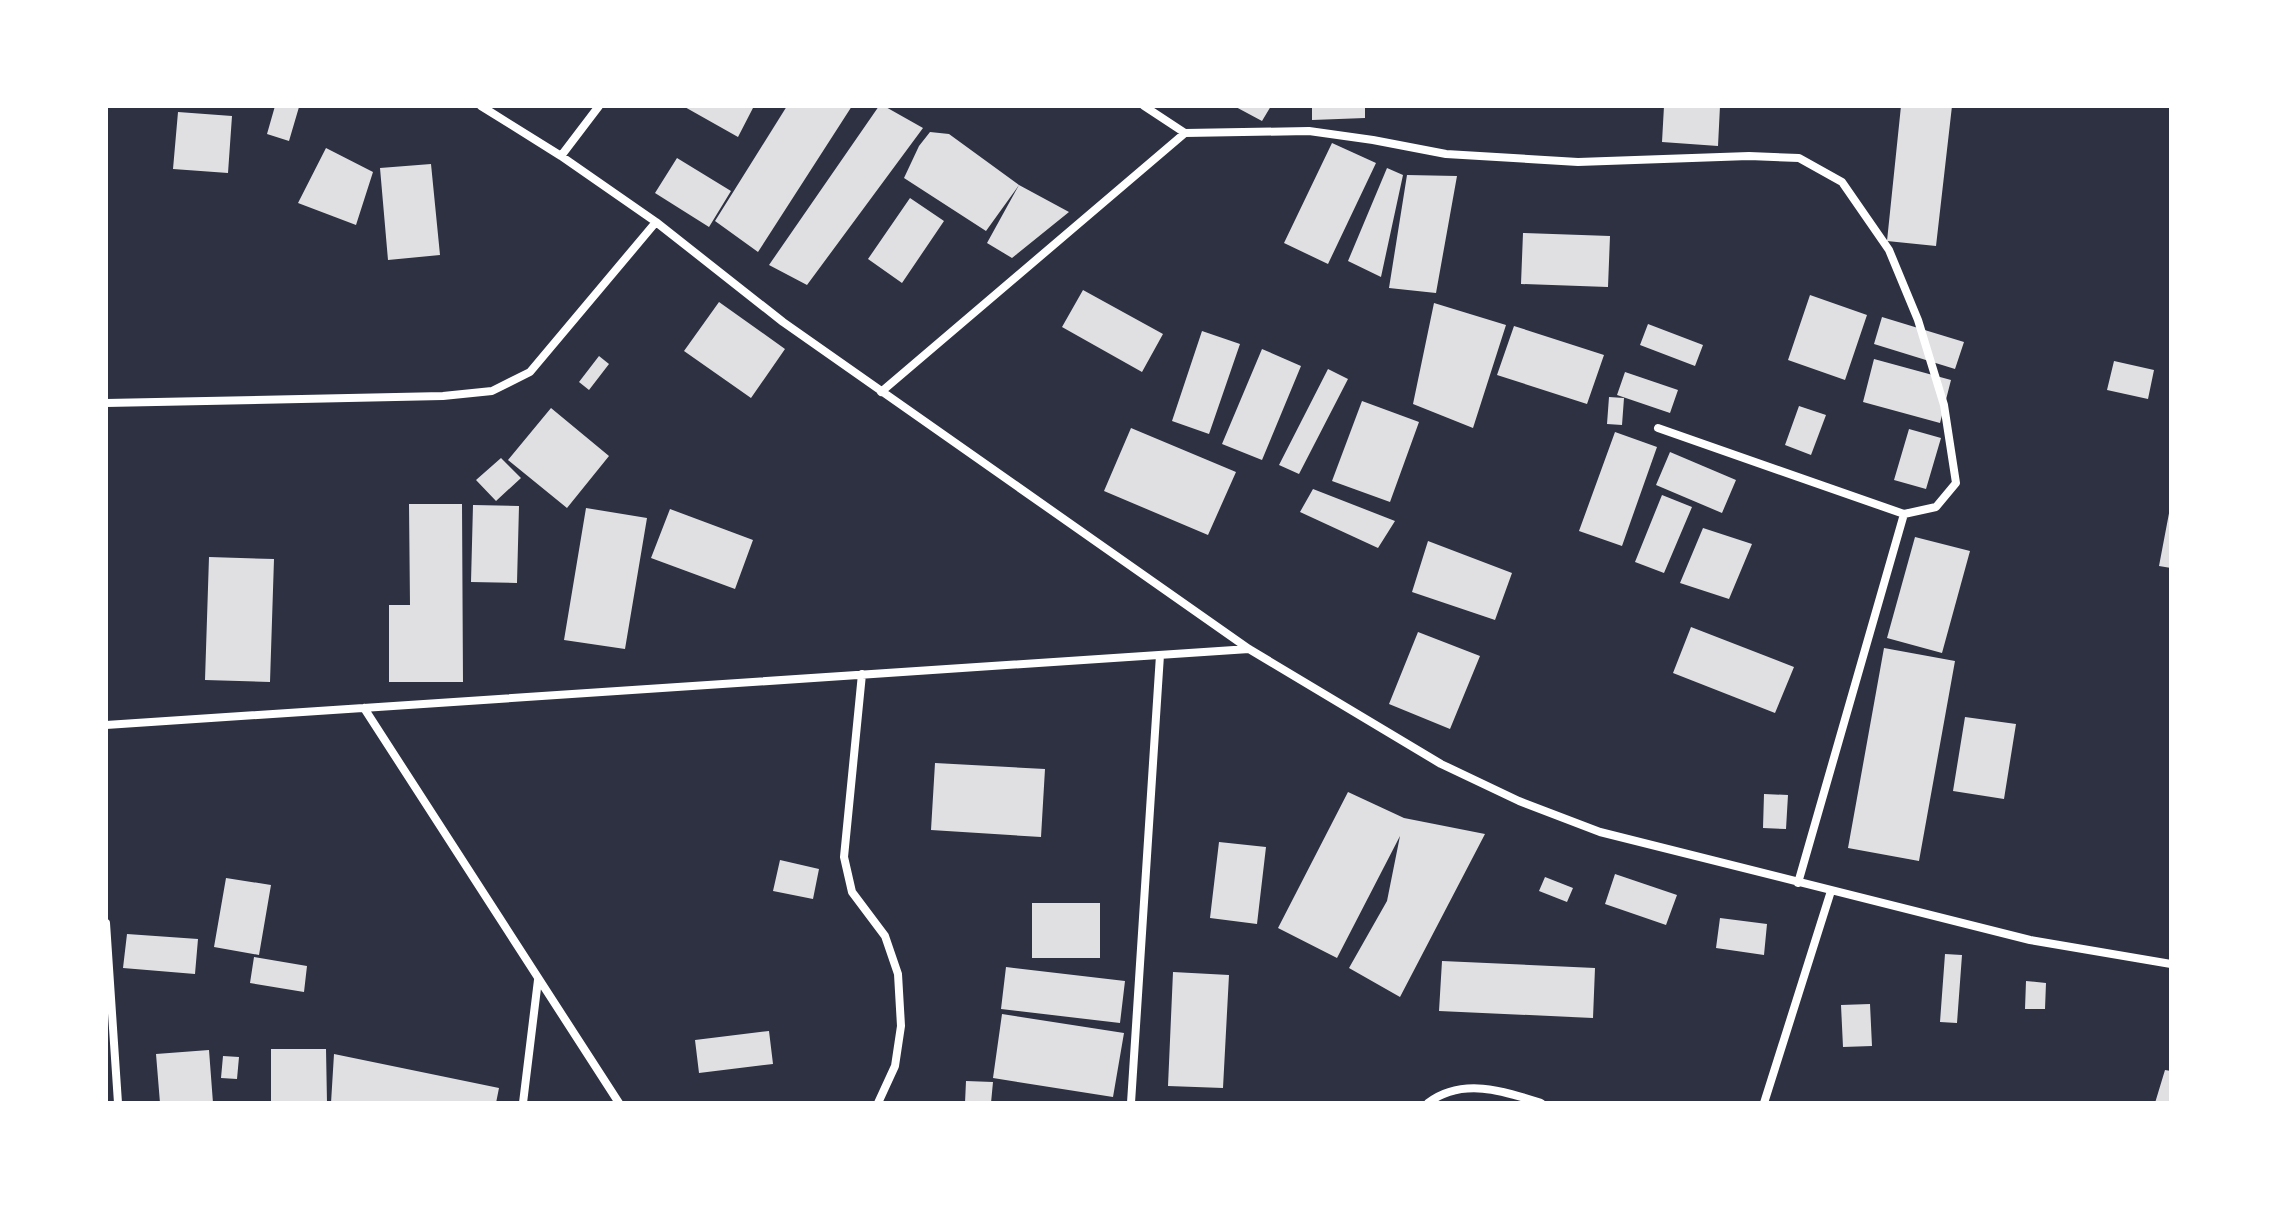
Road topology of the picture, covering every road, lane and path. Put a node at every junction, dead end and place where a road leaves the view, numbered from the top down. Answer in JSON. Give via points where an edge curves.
{"nodes":[{"id":1,"x":481,"y":106,"type":"edge"},
{"id":2,"x":599,"y":106,"type":"edge"},
{"id":3,"x":1144,"y":106,"type":"edge"},
{"id":4,"x":1185,"y":133,"type":"junction"},
{"id":5,"x":561,"y":156,"type":"junction"},
{"id":6,"x":656,"y":222,"type":"junction"},
{"id":7,"x":881,"y":392,"type":"junction"},
{"id":8,"x":106,"y":403,"type":"edge"},
{"id":9,"x":1658,"y":428,"type":"dead end"},
{"id":10,"x":1904,"y":514,"type":"junction"},
{"id":11,"x":1249,"y":649,"type":"junction"},
{"id":12,"x":1160,"y":655,"type":"junction"},
{"id":13,"x":862,"y":674,"type":"junction"},
{"id":14,"x":364,"y":708,"type":"junction"},
{"id":15,"x":106,"y":725,"type":"edge"},
{"id":16,"x":1798,"y":883,"type":"junction"},
{"id":17,"x":1831,"y":891,"type":"junction"},
{"id":18,"x":106,"y":923,"type":"edge"},
{"id":19,"x":2171,"y":964,"type":"edge"},
{"id":20,"x":538,"y":979,"type":"junction"},
{"id":21,"x":118,"y":1103,"type":"edge"},
{"id":22,"x":523,"y":1103,"type":"edge"},
{"id":23,"x":619,"y":1103,"type":"edge"},
{"id":24,"x":878,"y":1103,"type":"edge"},
{"id":25,"x":1131,"y":1103,"type":"edge"},
{"id":26,"x":1428,"y":1103,"type":"edge"},
{"id":27,"x":1541,"y":1103,"type":"edge"},
{"id":28,"x":1764,"y":1103,"type":"edge"}],
"edges":[{"from":1,"to":5,"type":"street"},
{"from":2,"to":5,"type":"street"},
{"from":3,"to":4,"type":"street"},
{"from":4,"to":7,"type":"street"},
{"from":4,"to":10,"type":"street","via":[[1309,131],[1446,154],[1578,162],[1799,158],[1842,182],[1889,250],[1944,405],[1956,483],[1936,507]]},
{"from":5,"to":6,"type":"street"},
{"from":6,"to":7,"type":"street"},
{"from":6,"to":8,"type":"street","via":[[530,372],[492,391]]},
{"from":7,"to":11,"type":"street"},
{"from":9,"to":10,"type":"street"},
{"from":10,"to":16,"type":"street"},
{"from":11,"to":12,"type":"street"},
{"from":11,"to":16,"type":"street","via":[[1441,764],[1519,801],[1600,832]]},
{"from":12,"to":13,"type":"street"},
{"from":12,"to":25,"type":"street"},
{"from":13,"to":14,"type":"street"},
{"from":13,"to":24,"type":"street","via":[[844,857],[852,892],[885,936],[898,974],[901,1026],[895,1066]]},
{"from":14,"to":15,"type":"street"},
{"from":14,"to":20,"type":"street"},
{"from":16,"to":17,"type":"street"},
{"from":17,"to":19,"type":"street","via":[[2030,940]]},
{"from":17,"to":28,"type":"street"},
{"from":18,"to":21,"type":"street"},
{"from":20,"to":22,"type":"street"},
{"from":20,"to":23,"type":"street"},
{"from":26,"to":27,"type":"street","via":[[1460,1088],[1500,1090]]}]}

= = = = =

◆ Prompt
Write out all the entries again, word for word, and print no images.

◆ Written solution
Road topology of the picture, covering every road, lane and path. Put a node at every junction, dead end and place where a road leaves the view, numbered from the top down. Answer in JSON. Give via points where an edge curves.
{"nodes":[{"id":1,"x":481,"y":106,"type":"edge"},
{"id":2,"x":599,"y":106,"type":"edge"},
{"id":3,"x":1144,"y":106,"type":"edge"},
{"id":4,"x":1185,"y":133,"type":"junction"},
{"id":5,"x":561,"y":156,"type":"junction"},
{"id":6,"x":656,"y":222,"type":"junction"},
{"id":7,"x":881,"y":392,"type":"junction"},
{"id":8,"x":106,"y":403,"type":"edge"},
{"id":9,"x":1658,"y":428,"type":"dead end"},
{"id":10,"x":1904,"y":514,"type":"junction"},
{"id":11,"x":1249,"y":649,"type":"junction"},
{"id":12,"x":1160,"y":655,"type":"junction"},
{"id":13,"x":862,"y":674,"type":"junction"},
{"id":14,"x":364,"y":708,"type":"junction"},
{"id":15,"x":106,"y":725,"type":"edge"},
{"id":16,"x":1798,"y":883,"type":"junction"},
{"id":17,"x":1831,"y":891,"type":"junction"},
{"id":18,"x":106,"y":923,"type":"edge"},
{"id":19,"x":2171,"y":964,"type":"edge"},
{"id":20,"x":538,"y":979,"type":"junction"},
{"id":21,"x":118,"y":1103,"type":"edge"},
{"id":22,"x":523,"y":1103,"type":"edge"},
{"id":23,"x":619,"y":1103,"type":"edge"},
{"id":24,"x":878,"y":1103,"type":"edge"},
{"id":25,"x":1131,"y":1103,"type":"edge"},
{"id":26,"x":1428,"y":1103,"type":"edge"},
{"id":27,"x":1541,"y":1103,"type":"edge"},
{"id":28,"x":1764,"y":1103,"type":"edge"}],
"edges":[{"from":1,"to":5,"type":"street"},
{"from":2,"to":5,"type":"street"},
{"from":3,"to":4,"type":"street"},
{"from":4,"to":7,"type":"street"},
{"from":4,"to":10,"type":"street","via":[[1309,131],[1446,154],[1578,162],[1799,158],[1842,182],[1889,250],[1944,405],[1956,483],[1936,507]]},
{"from":5,"to":6,"type":"street"},
{"from":6,"to":7,"type":"street"},
{"from":6,"to":8,"type":"street","via":[[530,372],[492,391]]},
{"from":7,"to":11,"type":"street"},
{"from":9,"to":10,"type":"street"},
{"from":10,"to":16,"type":"street"},
{"from":11,"to":12,"type":"street"},
{"from":11,"to":16,"type":"street","via":[[1441,764],[1519,801],[1600,832]]},
{"from":12,"to":13,"type":"street"},
{"from":12,"to":25,"type":"street"},
{"from":13,"to":14,"type":"street"},
{"from":13,"to":24,"type":"street","via":[[844,857],[852,892],[885,936],[898,974],[901,1026],[895,1066]]},
{"from":14,"to":15,"type":"street"},
{"from":14,"to":20,"type":"street"},
{"from":16,"to":17,"type":"street"},
{"from":17,"to":19,"type":"street","via":[[2030,940]]},
{"from":17,"to":28,"type":"street"},
{"from":18,"to":21,"type":"street"},
{"from":20,"to":22,"type":"street"},
{"from":20,"to":23,"type":"street"},
{"from":26,"to":27,"type":"street","via":[[1460,1088],[1500,1090]]}]}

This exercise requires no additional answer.